A stronger approach is to address the problem at the very beginning of a session. By recognizing high-risk patterns before a user even adds an item to their cart, retailers can block fraudulent activity at the source and allocate resources to genuine customers. This requires intelligence rooted in non-personal behavioral and technical signals rather than static identity data.

What Device Intelligence Is

At its core, device intelligence is the collection and analysis of signals generated by a user’s device and activity during an online session. These include technical attributes such as operating system versions, browser integrity, or signs of emulators, as well as behavioral indicators like typing cadence, scroll rhythm, and click patterns.

Unlike personally identifiable information (PII), these signals are anonymous and privacy-preserving. Yet they provide a detailed picture of whether a device is trustworthy or manipulated. For example, consistent interaction patterns may indicate a genuine user, while robotic scrolling or suspicious session replays could reveal scripted fraud attempts.

Device intelligence is not static. It adapts in real time, capturing both the environment of the device and the behavior of the user. This makes it far more reliable than rules-based systems that rely heavily on credit histories or surface-level checks.

Device Intelligence vs. Device Fingerprinting

It is important to distinguish device intelligence from traditional fingerprinting. Fingerprinting typically relies on fixed attributes – screen resolution, installed fonts, or browser type. While helpful, these can be altered with simple spoofing tools.

Device intelligence solutions, by contrast, go deeper. They detect virtualized environments, recognize remote access tools, and identify whether a device has been tampered with.
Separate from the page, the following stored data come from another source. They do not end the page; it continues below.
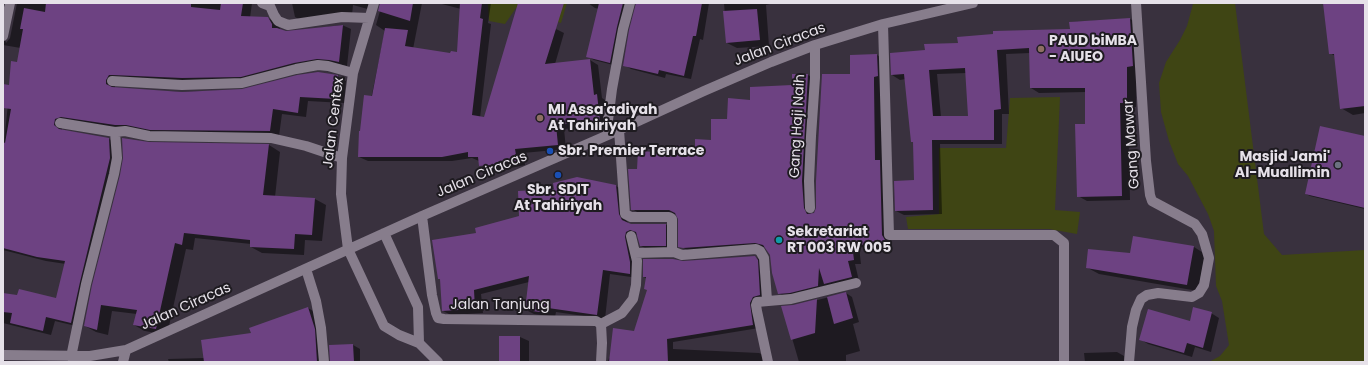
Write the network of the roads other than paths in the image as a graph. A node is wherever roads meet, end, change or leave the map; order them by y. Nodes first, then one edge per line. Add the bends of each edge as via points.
1 (10, 3) edge
2 (262, 3) edge
3 (374, 3) edge
4 (630, 3) edge
5 (973, 3) edge
6 (1136, 3) edge
7 (936, 7) edge
8 (369, 18) junction
9 (884, 24) junction
10 (3, 36) edge
11 (815, 45) junction
12 (353, 73) junction
13 (112, 81) dead end
14 (60, 123) dead end
15 (619, 130) junction
16 (115, 132) junction
17 (608, 135) junction
18 (342, 158) junction
19 (810, 208) dead end
20 (422, 216) junction
21 (384, 233) junction
22 (631, 236) dead end
23 (348, 249) junction
24 (674, 252) junction
25 (635, 253) junction
26 (306, 269) junction
27 (856, 283) dead end
28 (767, 300) junction
29 (601, 324) junction
30 (419, 343) junction
31 (126, 350) junction
32 (3, 354) edge
33 (71, 357) junction
34 (123, 362) edge
35 (324, 362) edge
36 (438, 362) edge
37 (601, 362) edge
38 (768, 362) edge
39 (1064, 362) edge
40 (1129, 362) edge

1 - 10 street
2 - 8 street via 270,6 274,16 288,25 342,17
3 - 8 street, Jalan Centex
4 - 17 street via 612,89
5 - 7 street, Jalan Ciracas
6 - 40 street, Gang Mawar via 1150,195 1152,201 1195,224 1202,234 1209,258 1204,285 1199,293 1192,297 1158,293 1141,299 1132,327
7 - 9 street, Jalan Ciracas
8 - 12 street, Jalan Centex
9 - 11 street, Jalan Ciracas
9 - 39 street via 889,235 1054,235 1064,243
11 - 15 street, Jalan Ciracas via 738,75
11 - 19 street, Gang Haji Naih
12 - 13 street via 318,65 242,83 182,85
12 - 18 street, Jalan Centex
14 - 16 street
15 - 17 street, Jalan Ciracas
15 - 24 street via 625,214 631,217 671,218
16 - 18 street via 169,137 271,138
16 - 33 street via 117,158
17 - 20 street, Jalan Ciracas
18 - 23 street, Jalan Centex via 341,194
20 - 21 street, Jalan Ciracas
20 - 29 street, Jalan Tanjung via 432,295 438,318 591,320
21 - 23 street, Jalan Ciracas
21 - 30 street via 418,307
22 - 25 street
23 - 26 street, Jalan Ciracas
23 - 30 street, Jalan Centex via 384,326
24 - 25 street
24 - 28 street via 682,255 756,249 760,251 764,258
25 - 29 street via 637,271 633,299 622,313
26 - 31 street, Jalan Ciracas
26 - 35 street via 316,302
27 - 28 street via 791,299
28 - 38 street via 757,302 756,305
29 - 37 street
30 - 36 street
31 - 33 street, Jalan Ciracas via 99,356
31 - 34 street
32 - 33 street, Jalan Ciracas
They also assess real-time behavioral signals to determine if an interaction feels natural or automated.

This contextual and dynamic approach allows e-commerce platforms to uncover fraud attempts that static fingerprints routinely miss.

Use Cases in E-Commerce

E-commerce companies face a wide spectrum of fraud risks, many of which unfold before checkout. Device intelligence can address them directly:

  • Account Takeover Detection: Fraudsters using stolen credentials often log in from manipulated devices. Device intelligence highlights these anomalies instantly.
  • Filtering Out Emulators and Bots: Fraud rings frequently test systems using virtual machines or scripts. By recognizing emulator usage or robotic patterns, merchants can stop such attempts early.
  • Onboarding New Customers: For first-time buyers with no prior history, device intelligence evaluates trustworthiness based on the device and its behavior, reducing reliance on incomplete identity data.
  • Secondary and Multi-Account Fraud: Fraudsters who re-enter systems with slightly modified devices can be linked probabilistically, exposing repeated attacks that would otherwise bypass detection.

These use cases illustrate a critical point: fraud is best managed when it is intercepted before transactions or shipments occur.

Privacy by Design

A critical strength of device intelligence is its privacy-first design. Because it uses anonymized technical and behavioral signals rather than personal identifiers, it supports compliance with global data protection laws while maintaining predictive accuracy.

As regulations expand worldwide, solutions that deliver fraud prevention without reliance on sensitive data are becoming essential. Privacy-preserving anti-fraud scoring ensures both risk resilience and regulatory alignment.

Conclusion

Fraud in e-commerce is no longer limited to stolen credit cards or isolated attacks. It is systemic, adaptive, and costly. The only sustainable defense is to intercept it early – before marketing spend is wasted, before goods are shipped, and before customer trust is damaged.

Device intelligence provides that capability. By analyzing non-personal technical and behavioral signals in real time, retailers gain a scalable, privacy-conscious, and effective way to strengthen fraud defenses. In the future of e-commerce, fraud prevention doesn’t begin at checkout – it begins the moment a session starts.